Mit sanfter Gewalt drängte Sasuke Sakura ins Zimmer. "Du hilfst ihnen nicht, wenn du nicht gesund wirst!", sagte er ernst. "Du weißt, was der Arzt gesagt hat, oder? Dass du sterben kannst!", eindringlich sah er sie an. "Wer wird dann für sie da sein? Wenn du nicht mehr da bist? Dann sind sie alleine! Dann haben sie erst recht niemanden mehr!"
Sakura zitterte mittlerweile am ganzen Körper und krallte sich regelrecht an Sasuke fest. "Ich hab Angst", flüsterte sie leise und vergrub ihr Gesicht in Sasukes Shirt.

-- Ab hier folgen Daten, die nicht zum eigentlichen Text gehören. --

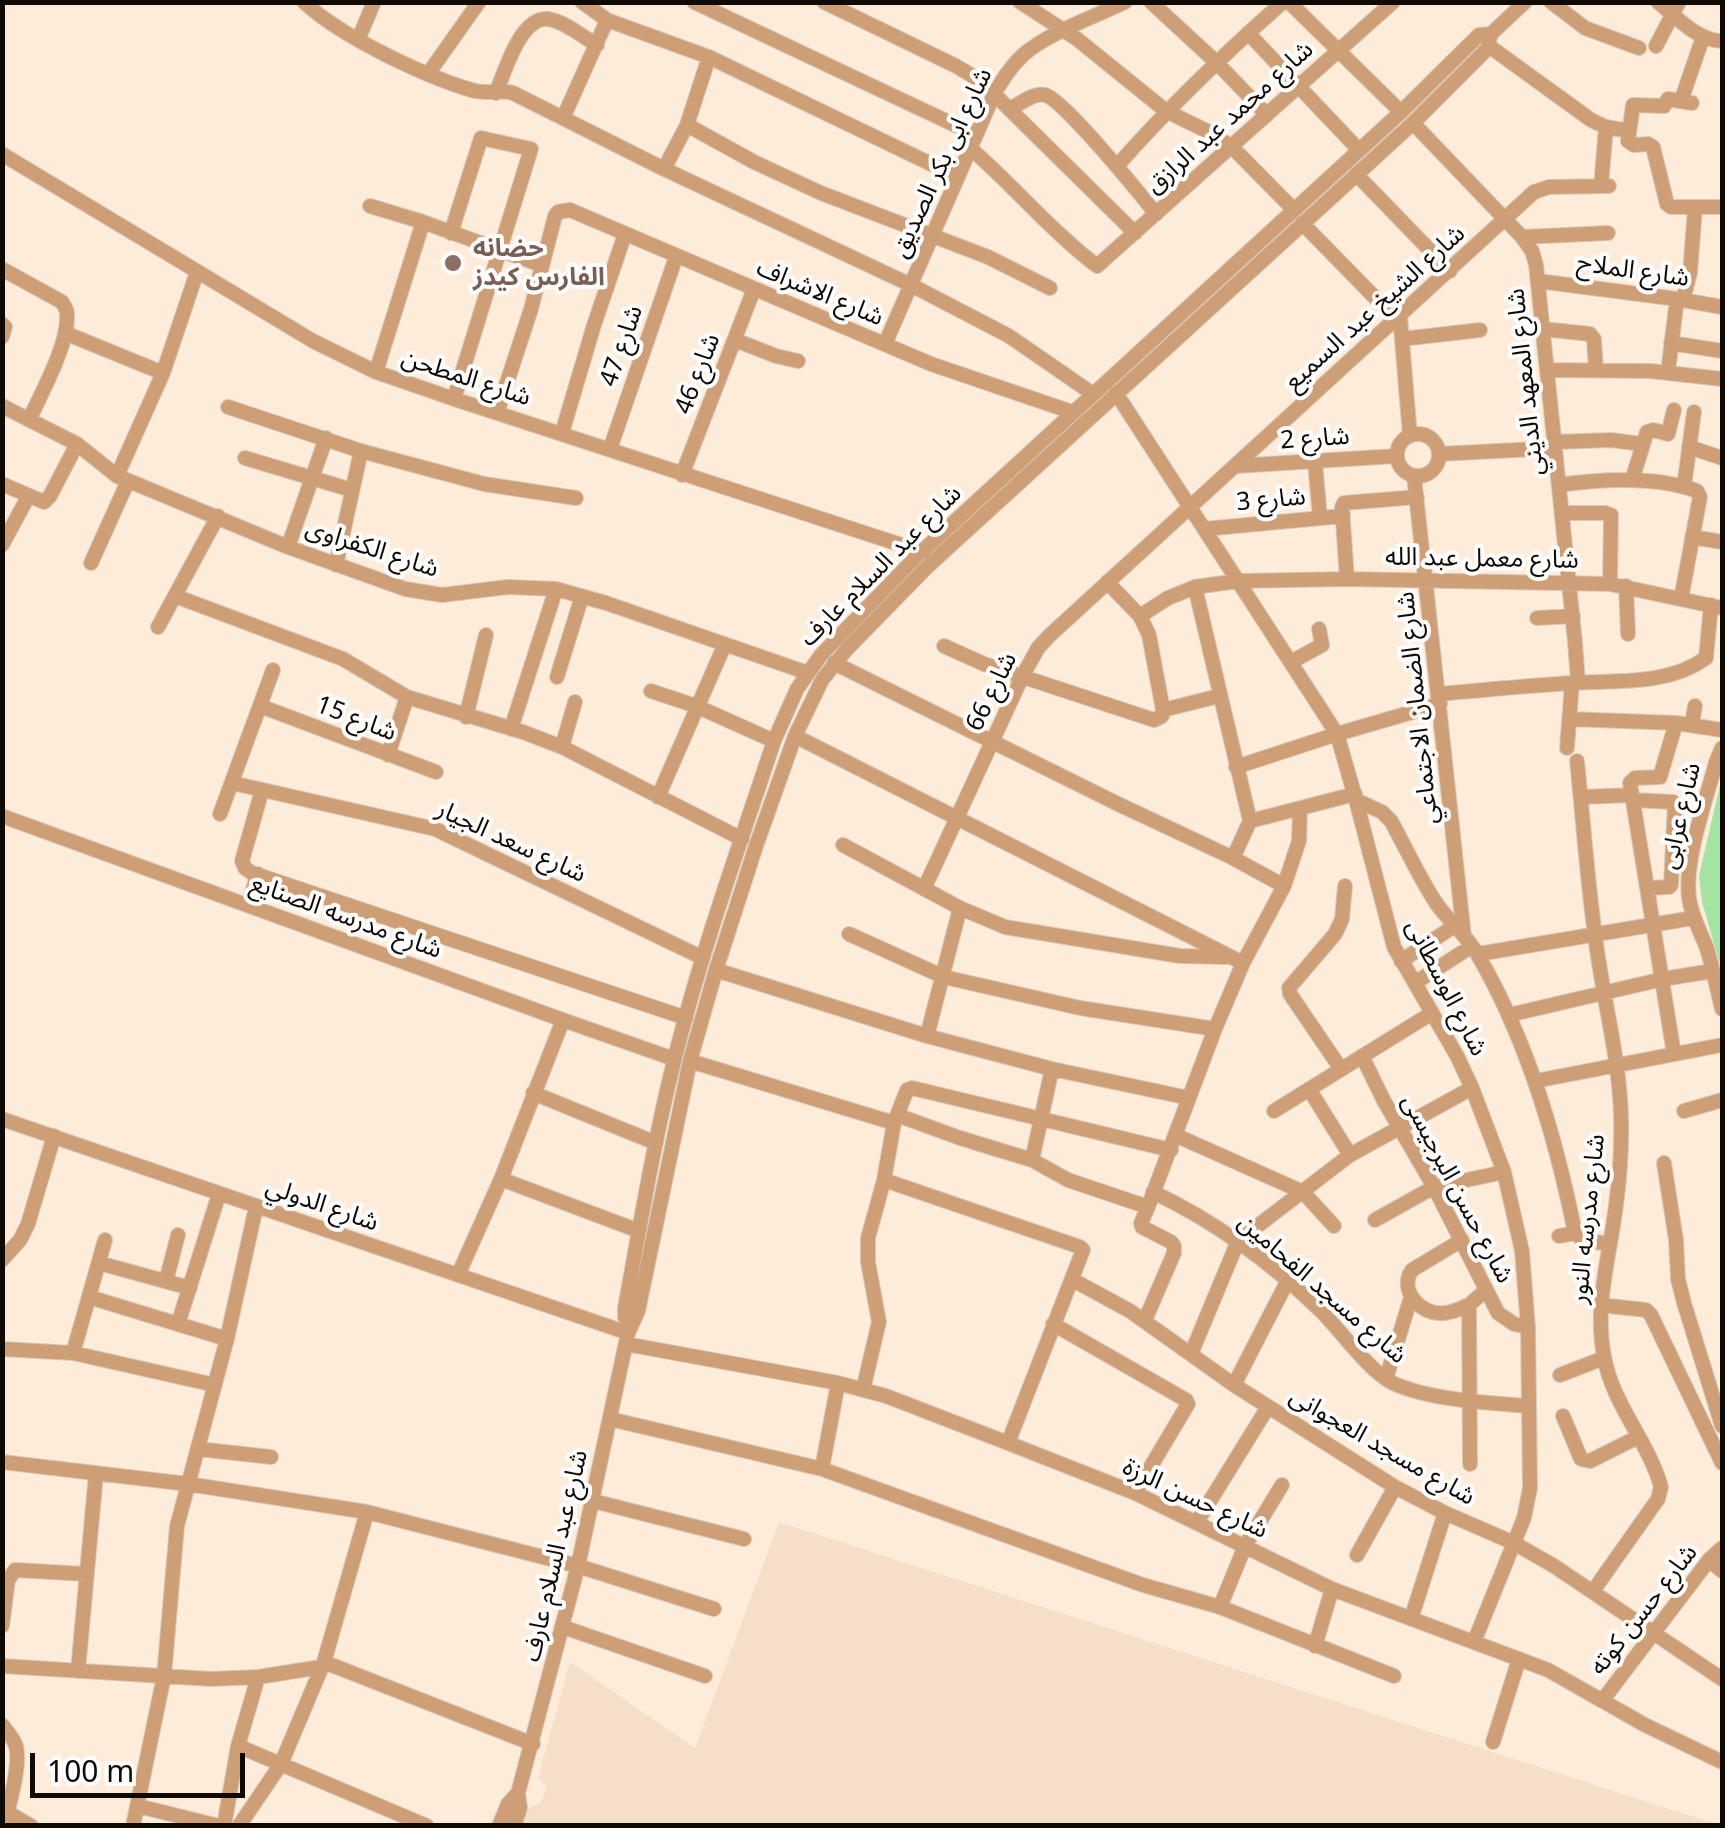 <!DOCTYPE html>
<meta charset="utf-8">
<style>
body{margin:0}
#map{position:relative;width:1725px;height:1828px;overflow:hidden;background:#feecdb;font-family:"Noto Sans",sans-serif}
canvas{display:block}
.frame{position:absolute;inset:0;border:5px solid #100a05;pointer-events:none}
.scale{position:absolute;left:30px;top:1753px;width:215px;height:45px;box-sizing:border-box;border:5px solid #100a05;border-top:0;padding-left:12px;font-size:30px;line-height:35px;white-space:nowrap;color:#100a05;-webkit-text-stroke:8px #fdfdfd;paint-order:stroke}
</style>
<div id="map">
<canvas width="1725" height="1828"></canvas>
<div class="frame"></div>
<div class="scale">100 m</div>
</div>
<script>
const c = document.querySelector('canvas').getContext('2d');
c.lineJoin = 'round';
function fill(path, color) { c.fillStyle = color; c.fill(path, 'evenodd'); }
function trace(path, color, width, dash) { c.strokeStyle = color; c.lineWidth = width; c.lineCap = dash ? 'butt' : 'round'; c.setLineDash(dash || []); c.stroke(path); }
function write(font, color, halo, rows, align = 'center') {
  c.font = font + ' "Noto Sans","Noto Sans Arabic",sans-serif'; c.lineWidth = 8; c.setLineDash([]); c.textBaseline = 'middle'; c.strokeStyle = halo; c.fillStyle = color; for (const [text, x, y, turn = 0] of rows) {
    c.save(); c.translate(x, y); c.rotate((+turn || 0) * Math.PI / 180); c.textAlign = isNaN(turn) ? turn : align; if (halo) c.strokeText(text, 0, 0); c.fillText(text, 0, 0); c.restore();
  }
}
fill(new Path2D(`
 M779 1522 1719 1825H522L529 1808 540 1804 547 1788 538 1778 570 1662 695 1748Z`), '#f6dfc8');
fill(new Path2D(`
 M1722 776V971L1702 902 1699 876Z`), '#a4e3a1');
const minor = new Path2D(`
 M304 2C341 37 426 77 475 91 489 94 501 89 513 93L664 169 911 285 1009 336 1093 394
 M582 2 607 20 709 57 958 177
 M694 2 976 135
 M824 2 956 66 971 75 994 94 1135 233
 M1020 2 1077 39 1166 111 1207 131 1232 147 1294 210
 M1151 2 1216 62 1267 115
 M1289 2 1401 112
 M1551 2 1585 28 1639 48
 M1658 2C1676 17 1698 41 1722 41
 M1248 33 1359 150
 M358 40 374 2
 M1489 46 1591 120 1606 127 1629 131
 M1656 46 1679 2
 M428 74 479 2
 M496 93C504 74 520 16 548 19 564 21 583 37 597 45
 M1681 101 1703 37
 M1692 103 1668 99 1664 106 1633 105 1628 141 1634 145 1648 144 1653 147 1667 204 1671 207H1722
 M1010 109C1020 104 1034 92 1045 95 1062 98 1141 195 1156 214
 M564 116 607 20
 M1413 123 1522 237 1532 251 1536 265 1575 642 1578 682
 M687 125 754 162 821 193 988 257 1050 288
 M970 148C1014 186 1051 231 1097 266L1393 2
 M2 154 313 341 376 372 454 399 923 552
 M1117 166C1169 107 1224 54 1283 2
 M664 169 687 125 709 57
 M1356 174 1450 271
 M1601 186 1606 127
 M370 206 423 222 541 265
 M1302 223 1396 319
 M451 233 481 138 531 149 454 399
 M1522 237 1608 233
 M2 269 62 302C66 309 67 309 67 317 68 345 41 394 29 420
 M1538 281 1677 299 1722 307
 M1683 300 1690 273 1695 208
 M1400 316 1410 436
 M2 324 5 327 2 337
 M1543 329 1590 334 1594 339 1596 370
 M65 333 163 373 117 476
 M1402 339 1480 330
 M735 340 776 356 798 361
 M1671 343 1722 351
 M885 344 994 94C1003 79 1011 66 1023 55 1048 33 1094 17 1125 2
 M1547 370 1650 371 1722 379
 M376 372 423 222
 M1668 372 1677 299
 M163 373 197 272
 M1116 393 1337 734 1356 800 1394 947 1457 1056 1472 1088 1504 1172 1522 1251 1528 1327 1530 1488 1524 1518 1474 1642
 M2 406 77 444 117 476 288 547 405 589 442 595 508 587 556 589 606 603 808 673
 M228 407 361 451 484 484 576 498
 M497 413 531 309 555 216 558 212 570 210 931 364 1072 412
 M562 433 594 325 625 234
 M1397 455a21 21 0 1 1 42 0a21 21 0 1 1-42 0Z
 M1555 442 1611 440 1642 444
 M1689 447 1722 458
 M610 449 676 257
 M1439 454 1555 448
 M245 458 352 490
 M1315 462 1320 518
 M1236 466 1396 456
 M682 475 754 289
 M1414 476 1464 936
 M1632 480 1647 432 1653 430 1668 434 1674 410
 M2 484 44 502 50 496 77 444
 M1559 485C1602 479 1656 476 1697 491L1700 497 1681 599
 M1684 487 1694 412
 M1562 513H1605L1611 515 1610 584
 M1204 529 1343 516
 M1692 537 1722 542
 M2 545 28 497
 M288 547 326 438
 M91 563 128 481
 M336 565 361 451
 M1347 579 1342 507 1344 503 1417 497
 M1107 582 1140 616 1149 635 1163 710
 M1626 586 1628 634
 M1195 587 1250 821 1233 858
 M175 596 343 659 407 697 523 732 562 747 742 839
 M1140 616 1168 598 1195 587 1238 581 1347 579 1610 584 1722 608
 M1537 618 1573 616
 M158 627 218 516
 M944 646 984 664 1154 720 1162 716 1163 710 1219 696
 M1291 662 1322 645 1319 629
 M834 663 1118 804 1233 858 1284 886 1243 963 1215 1029 1148 1207 1068 1180 1032 1160 960 1138 897 1115
 M557 677 582 596
 M651 691 696 706 774 741
 M1439 694C1482 690 1526 686 1570 683 1616 680 1667 686 1706 658L1711 605
 M260 706 436 772
 M466 717 486 635
 M1569 719 1676 723 1722 730
 M1692 724 1695 706
 M511 729 556 589
 M795 736 1243 963
 M562 747 575 702
 M1567 748 1572 683
 M1722 748 1716 762C1706 801 1684 859 1689 898 1691 916 1701 932 1707 949 1713 968 1717 989 1722 1009
 M388 755 407 697
 M1577 761C1583 819 1587 877 1595 935 1602 995 1619 1054 1621 1115 1622 1145 1620 1175 1616 1205 1610 1256 1594 1304 1604 1356 1612 1404 1649 1442 1661 1487L1658 1499 1593 1591
 M1236 767 1337 734 1440 704
 M232 783 435 829 703 958
 M262 790 242 861 245 868 252 873 686 1018
 M658 797 725 644
 M1581 797 1632 795
 M1356 800 1382 812 1391 821C1406 848 1419 877 1436 903 1449 922 1468 936 1479 957 1528 1042 1556 1138 1575 1233L1583 1240 1609 1244
 M1633 800 1673 802 1675 804 1671 885 1669 887 1647 888
 M220 814 273 670
 M2 816 563 1020 674 1059
 M1250 821 1355 794
 M843 845 960 908 1005 927 1180 956 1227 957
 M1284 886 1299 841 1300 809
 M924 889 1022 677 1038 648 1049 636 1534 192 1549 187 1609 186
 M248 905 258 874
 M849 934 944 977 1080 1008 1215 1029
 M1478 954 1693 918
 M1401 961 1459 923
 M716 970 927 1036 1052 1069 1189 1098
 M1415 983 1472 946
 M1509 1015 1663 979 1712 971
 M927 1036 960 908
 M1674 1054 1630 783 1635 778 1660 777 1676 723
 M1362 1056 1384 1101 1434 1187 1498 1313 1514 1324 1528 1327
 M690 1061 894 1123
 M1341 1069 1290 994 1289 988 1335 934 1342 919 1345 886
 M1535 1081 1722 1045
 M1309 1089 1350 1155
 M533 1093 656 1143
 M1274 1111 1432 1013
 M1684 1111 1722 1100
 M2 1119 628 1333
 M1175 1135 1303 1192 1334 1226
 M1032 1160 1052 1069
 M1664 1163 1676 1240 1678 1279 1684 1303 1722 1426
 M501 1179 639 1231
 M884 1180 1080 1247 1083 1250 1008 1443
 M1153 1192C1216 1222 1272 1263 1322 1312 1341 1331 1370 1372 1393 1383 1429 1400 1489 1403 1529 1406
 M1375 1220 1434 1187 1504 1172
 M1559 1236 1575 1233
 M1462 1240 1412 1270C1398 1290 1421 1316 1444 1313 1452 1313 1461 1308 1469 1305
 M2 1260 20 1240 28 1224 54 1136
 M99 1263 190 1288
 M458 1275 501 1179 563 1020
 M1073 1280 1130 1311 1234 1385 1395 1487 1445 1513 1514 1543 1554 1566 1722 1679
 M166 1281 178 1235
 M89 1297 227 1339
 M1600 1305 1646 1310 1651 1315 1722 1463
 M1145 1320 1174 1253V1246L1171 1242 1142 1227 1141 1223 1148 1207
 M178 1324 219 1194
 M1053 1324 1186 1400 1188 1404 1135 1493
 M630 1326 625 1317V1308C640 1225 654 1142 674 1061 701 952 739 847 774 741L797 689 821 655 916 557 1401 112 1479 35 1491 34 1525 2
 M626 1344 838 1383 886 1396 1008 1443 1135 1493 1332 1589 1548 1670 1645 1725 1722 1762
 M2 1349 73 1353 215 1385
 M73 1353 105 1240
 M1191 1354 1238 1241 1350 1155 1472 1088
 M1560 1375 1604 1358
 M1386 1379 1411 1297
 M1234 1385 1287 1282
 M863 1390 879 1322 868 1262V1238L884 1180 894 1123 907 1090 912 1088 1171 1150
 M1563 1416 1581 1459 1590 1461 1638 1437
 M610 1419 822 1469 1143 1585 1220 1607 1394 1676
 M198 1449 271 1457
 M2 1462 188 1484 367 1512 578 1566 714 1609
 M1470 1464 1469 1305 1486 1290
 M822 1469 838 1383
 M593 1501 744 1539
 M1197 1522 1268 1407
 M1357 1555 1395 1487
 M1709 1560 1722 1571
 M1220 1607 1245 1546 1282 1485
 M1411 1619 1445 1513
 M2 1626 8 1580 15 1570 86 1574
 M563 1627 705 1676
 M1315 1646 1332 1589
 M324 1662 533 1744
 M2 1666 211 1679 258 1677 321 1667
 M78 1671 96 1474
 M1602 1701 1709 1560 1722 1548
 M2 1725C7 1731 13 1738 16 1746 21 1765 9 1805 4 1826
 M1493 1742 1519 1659
 M238 1746 427 1826
 M138 1806 219 1826
 M2 1809 31 1826
 M133 1826 164 1676 177 1526 227 1339 256 1207
 M224 1826 238 1746 258 1677
 M239 1826 281 1764 324 1662 367 1512
 M499 1826 508 1804 518 1793
 M514 1826 520 1808 518 1793 578 1566 628 1333 638 1311 690 1061 716 970 756 846 795 736 822 680 846 650 927 567 1413 123 1487 49 1491 34`);
trace(minor, '#d8c8b9', 16);
trace(minor, '#ce9f76', 14);
for (const [x, y, r, color] of [
 [453,263,10,"#8d6e63"]
]) { const dot = new Path2D(); dot.arc(x, y, r, 0, 2 * Math.PI); c.fillStyle = color; c.fill(dot); trace(dot, '#fdfdfd', 4); }
write('25px', '#100a05', '#fdfdfd', [
 ["شارع محمد عبد الرازق",1230,118,-42],
 ["شارع ابى بكر الصديق",942,163,-65],
 ["شارع الملاح",1633,271,8],
 ["شارع الاشراف",820,293,23],
 ["شارع الشيخ عبد السميع",1375,308,-42],
 ["شارع 47",622,346,-71],
 ["شارع 46",698,374,-69],
 ["شارع المطحن",466,378,18],
 ["شارع المعهد الديني",1526,382,-96],
 ["شارع 2",1315,439,-4],
 ["شارع 3",1271,500,-5],
 ["شارع الكفراوى",372,549,18],
 ["شارع معمل عبد الله",1482,559,1],
 ["شارع عبد السلام عارف",881,566,-45],
 ["شارع 66",992,692,-64],
 ["شارع الضمان الاجتماعي",1418,708,-96],
 ["شارع 15",356,719,21],
 ["شارع عرابى",1681,816,-77],
 ["شارع سعد الجيار",511,842,25],
 ["شارع مدرسه الصنايع",346,917,20],
 ["شارع الوسطانى",1446,988,63],
 ["شارع حسن البرجيسى",1457,1189,62],
 ["شارع الدولي",322,1205,19],
 ["شارع مدرسه النور",1588,1219,-84],
 ["شارع مسجد الفحامين",1322,1289,41],
 ["شارع مسجد العجوانى",1382,1447,30],
 ["شارع حسن الرزة",1195,1499,25],
 ["شارع عبد السلام عارف",556,1556,-77],
 ["شارع حسن كوته",1644,1610,-52]
]);
write('bold 25px', '#785e54', '#fdfdfd', [
 ["حضانه",473,249],
 ["الفارس كيدز",473,278]
], 'left');
</script>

Dem Uchiha fehlten die Worte. Er blieb mit Sakura stehen, denn er musste sich erst einmal wieder fassen. Dass Sakura sagte, das sie Angst hatte ... es haute ihn fast um. Sakura tat immer mutig, immer stark ... er hatte sie mittlerweile zwar auch schon anders kennen gelernt, nämlich mit Nerven, die auch einmal am Boden sein konnten, aber Angst? Nie hätte er gedacht, dass sie das sagen würde.
Er drückte sie fester an sich und streichelte ihr über die Haare. Was sollte er tun? Was sagen? Vielleicht wäre es besser, wenn er den Arzt verständigen würde?
Er spürte, dass Sakura kaum noch stehen konnte und alle Kraft aufwand, um sich an ihn zu klammern. Kurzerhand nahm er sie hoch und legte sie aufs Bett. Er legte sich vorsichtig neben sie und umfasste sie mit seinen Armen.
"Ich bin da", sagte er beruhigend.
Sakura sah ihn aus ihren verweinten Augen entschuldigend an. "Tut mir leid ...", hauchte sie.
Sasuke schüttelte den Kopf. "Das muss es nicht. Lass es lieber raus, als immer nur zu schlucken."
In Sakuras Augen sammelten sich erneuert die Tränen und sie vergrub sich in Sasukes Armen.
Der Uchiha zog die Decke über sich und das Mädchen.
Dann wartete er, bis Sakura sich in den Schlaf geweint hatte.
"Ich werde dich nicht mehr allein lassen", flüsterte er. "Damit du keine Angst mehr haben musst ... denn ich liebe dich, Sakura."